The Trump administration moves to strip the name of civil rights icon Harvey Milk from a Navy ship. Critics worry this decision is part of a larger backlash against LGBTQ people. Steve Walsh from member station WHRO in Norfolk has the story.

STEVE WALSH, BYLINE: To one sailor, the USNS Milk was part of the bond with his Navy family.

UNIDENTIFIED SAILOR: I remember as soon as that happened, a lot of sailors, veterans landed up in Hillcrest, celebrated. We felt seen, recognized, that a trailblazer like Harvey Milk was finally being recognized.

WALSH: The lead petty officer is stationed in Norfolk. It's the current home of the ship named after the gay civil rights leader Harvey Milk. The sailor did not want his name to be used for fear of reprisals. He was stationed in San Diego on the day the ship was christened, on November 6, 2021.

UNIDENTIFIED SAILOR: Me and my group, we wore our Navy command shirt, had our little ball caps on, thinking we're cool, representing the Navy out here. It was a big deal for us.

WALSH: It was a point of pride in his Navy career. He left California years earlier to join the Navy to escape a religious family who he did not believe would support him if he came out. Recently, when stories emerged that the Navy plans to remove Milk's name from the ship...

UNIDENTIFIED SAILOR: It was a punch to my gut. I was actually on the phone with a friend, and she's the one who told me. I looked it up, and I started crying.

WALSH: He plans to finish his 20-year career in the Navy, but he says he has talked to junior sailors who say they plan to leave.

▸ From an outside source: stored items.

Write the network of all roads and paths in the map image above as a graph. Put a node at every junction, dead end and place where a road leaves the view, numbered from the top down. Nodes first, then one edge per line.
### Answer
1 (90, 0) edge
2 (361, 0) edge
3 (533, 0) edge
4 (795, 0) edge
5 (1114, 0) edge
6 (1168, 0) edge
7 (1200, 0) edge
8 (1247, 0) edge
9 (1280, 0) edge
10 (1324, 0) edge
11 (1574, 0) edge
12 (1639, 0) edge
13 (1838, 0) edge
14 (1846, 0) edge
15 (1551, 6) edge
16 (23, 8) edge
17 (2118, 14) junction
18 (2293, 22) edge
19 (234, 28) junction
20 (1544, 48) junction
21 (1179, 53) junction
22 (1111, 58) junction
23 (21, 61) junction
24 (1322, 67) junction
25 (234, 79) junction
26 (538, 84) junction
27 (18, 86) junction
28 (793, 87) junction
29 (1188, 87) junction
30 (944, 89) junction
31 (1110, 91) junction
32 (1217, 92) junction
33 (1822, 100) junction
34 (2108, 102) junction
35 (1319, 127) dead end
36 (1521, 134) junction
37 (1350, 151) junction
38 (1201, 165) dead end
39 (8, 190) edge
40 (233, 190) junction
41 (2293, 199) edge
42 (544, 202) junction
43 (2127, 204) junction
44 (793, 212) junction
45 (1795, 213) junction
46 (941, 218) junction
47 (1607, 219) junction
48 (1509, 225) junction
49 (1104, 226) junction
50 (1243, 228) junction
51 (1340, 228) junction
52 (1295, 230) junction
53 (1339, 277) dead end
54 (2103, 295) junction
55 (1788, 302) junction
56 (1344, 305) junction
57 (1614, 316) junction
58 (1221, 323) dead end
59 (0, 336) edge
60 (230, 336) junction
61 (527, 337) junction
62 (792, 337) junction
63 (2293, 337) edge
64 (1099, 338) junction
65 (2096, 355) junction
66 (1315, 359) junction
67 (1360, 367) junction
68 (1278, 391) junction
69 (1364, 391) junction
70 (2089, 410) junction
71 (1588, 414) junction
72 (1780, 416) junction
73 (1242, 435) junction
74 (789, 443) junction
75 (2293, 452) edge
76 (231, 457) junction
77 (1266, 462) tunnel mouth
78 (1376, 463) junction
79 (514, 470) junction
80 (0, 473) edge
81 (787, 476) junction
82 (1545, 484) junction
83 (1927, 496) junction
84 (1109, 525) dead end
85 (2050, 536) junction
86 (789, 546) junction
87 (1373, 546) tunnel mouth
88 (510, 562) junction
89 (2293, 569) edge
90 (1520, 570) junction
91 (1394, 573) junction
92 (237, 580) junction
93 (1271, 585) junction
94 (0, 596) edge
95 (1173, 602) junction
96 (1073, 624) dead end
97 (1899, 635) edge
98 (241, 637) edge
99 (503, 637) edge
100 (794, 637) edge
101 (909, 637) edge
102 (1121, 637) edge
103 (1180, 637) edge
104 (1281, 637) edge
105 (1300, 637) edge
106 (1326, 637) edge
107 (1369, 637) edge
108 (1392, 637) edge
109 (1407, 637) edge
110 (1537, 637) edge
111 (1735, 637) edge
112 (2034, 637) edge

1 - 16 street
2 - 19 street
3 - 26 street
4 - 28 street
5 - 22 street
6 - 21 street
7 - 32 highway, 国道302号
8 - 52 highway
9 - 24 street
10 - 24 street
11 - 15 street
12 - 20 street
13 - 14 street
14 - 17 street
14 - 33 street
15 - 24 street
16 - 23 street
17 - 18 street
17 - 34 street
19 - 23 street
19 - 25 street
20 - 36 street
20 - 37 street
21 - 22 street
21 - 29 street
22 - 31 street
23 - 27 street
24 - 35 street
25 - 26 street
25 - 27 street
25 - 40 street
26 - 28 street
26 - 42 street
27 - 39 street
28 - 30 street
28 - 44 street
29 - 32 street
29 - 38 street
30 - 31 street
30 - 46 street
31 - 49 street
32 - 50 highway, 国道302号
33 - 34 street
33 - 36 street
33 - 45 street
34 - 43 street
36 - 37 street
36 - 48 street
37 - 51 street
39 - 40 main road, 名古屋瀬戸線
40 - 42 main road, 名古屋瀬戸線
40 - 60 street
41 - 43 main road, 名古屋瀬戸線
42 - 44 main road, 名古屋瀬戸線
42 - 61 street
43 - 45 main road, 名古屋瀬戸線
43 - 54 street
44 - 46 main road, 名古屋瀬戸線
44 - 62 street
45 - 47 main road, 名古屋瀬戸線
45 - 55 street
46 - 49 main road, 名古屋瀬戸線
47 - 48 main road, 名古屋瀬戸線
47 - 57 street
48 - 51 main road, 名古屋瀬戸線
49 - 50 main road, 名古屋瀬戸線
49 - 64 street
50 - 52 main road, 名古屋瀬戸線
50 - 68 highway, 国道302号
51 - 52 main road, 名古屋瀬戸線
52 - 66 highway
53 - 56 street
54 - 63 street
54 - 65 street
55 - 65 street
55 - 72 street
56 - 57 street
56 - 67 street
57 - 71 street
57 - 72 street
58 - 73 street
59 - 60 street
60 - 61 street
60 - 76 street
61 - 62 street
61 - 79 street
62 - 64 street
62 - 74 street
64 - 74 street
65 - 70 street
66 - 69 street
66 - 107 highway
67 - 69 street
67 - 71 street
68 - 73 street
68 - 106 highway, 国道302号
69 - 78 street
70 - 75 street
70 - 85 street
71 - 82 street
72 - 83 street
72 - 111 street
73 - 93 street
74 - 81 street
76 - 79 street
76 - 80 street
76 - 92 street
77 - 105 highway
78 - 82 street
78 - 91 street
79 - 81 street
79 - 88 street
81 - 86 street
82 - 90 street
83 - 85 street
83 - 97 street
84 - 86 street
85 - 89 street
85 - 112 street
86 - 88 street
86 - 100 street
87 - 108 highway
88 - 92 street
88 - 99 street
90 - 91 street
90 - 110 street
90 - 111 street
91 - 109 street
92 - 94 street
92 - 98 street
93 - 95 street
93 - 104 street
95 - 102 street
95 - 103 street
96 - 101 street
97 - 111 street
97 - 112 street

After watching transgender troops being forced out, they worry this could be the beginning of a larger strategy to push LGBTQ troops out of the military.

UNIDENTIFIED SAILOR: How can I stand in front of my sailors, give them 150% of me, when at any point in time the coin can flip, and I could be next? I could be the next one that they don't want in, just for being gay.

WALSH: Before becoming a San Francisco supervisor, Milk was a Navy dive instructor in the 1950s until he was forced out because of his sexuality. USNS Harvey Milk was the second ship in the John Lewis class of Navy oilers. It was decided during the Obama administration that they would be named for civil rights icons. The names of other ships in the class are also under scrutiny, including a ship named after Thurgood Marshall.

CARLOS DEL TORO: If we politicize this process, which is largely what they are doing, then it turns into a tit for tat.

WALSH: Carlos Del Toro was Navy secretary when the Milk was commissioned in 2021.

DEL TORO: And so the next time you have a Democratic administration in place, for example, they could reverse the decisions made by the Republican administration.

WALSH: He says the decision by the Trump administration is different from the congressionally mandated process which required the services to remove the names of Confederate icons, which led the Navy to take the typically unusual step of renaming the USS Chancellorsville. An analysis by the Center for American Progress estimates there are roughly 79,000 LGBTQ people serving in the military. Announcing the decision during Pride Month seems calibrated to send a message, Del Toro says.

DEL TORO: It seems extremely vindictive to do it on that month. It's almost as if they want to impact pain on these individuals, emotional pain on them. And it's just very, very unfortunate.

WALSH: In a statement on the renaming, Pentagon spokesman Sean Parnell says, Secretary Hegseth is committed to ensuring that all the names attached to all DOD installations and assets are reflective of the commander in chief's priorities. There has been no announcement that the ship renaming has officially happened or what the new name might be.

For NPR News, I'm Steve Walsh.

(SOUNDBITE OF MUSIC) Transcript provided by NPR, Copyright NPR.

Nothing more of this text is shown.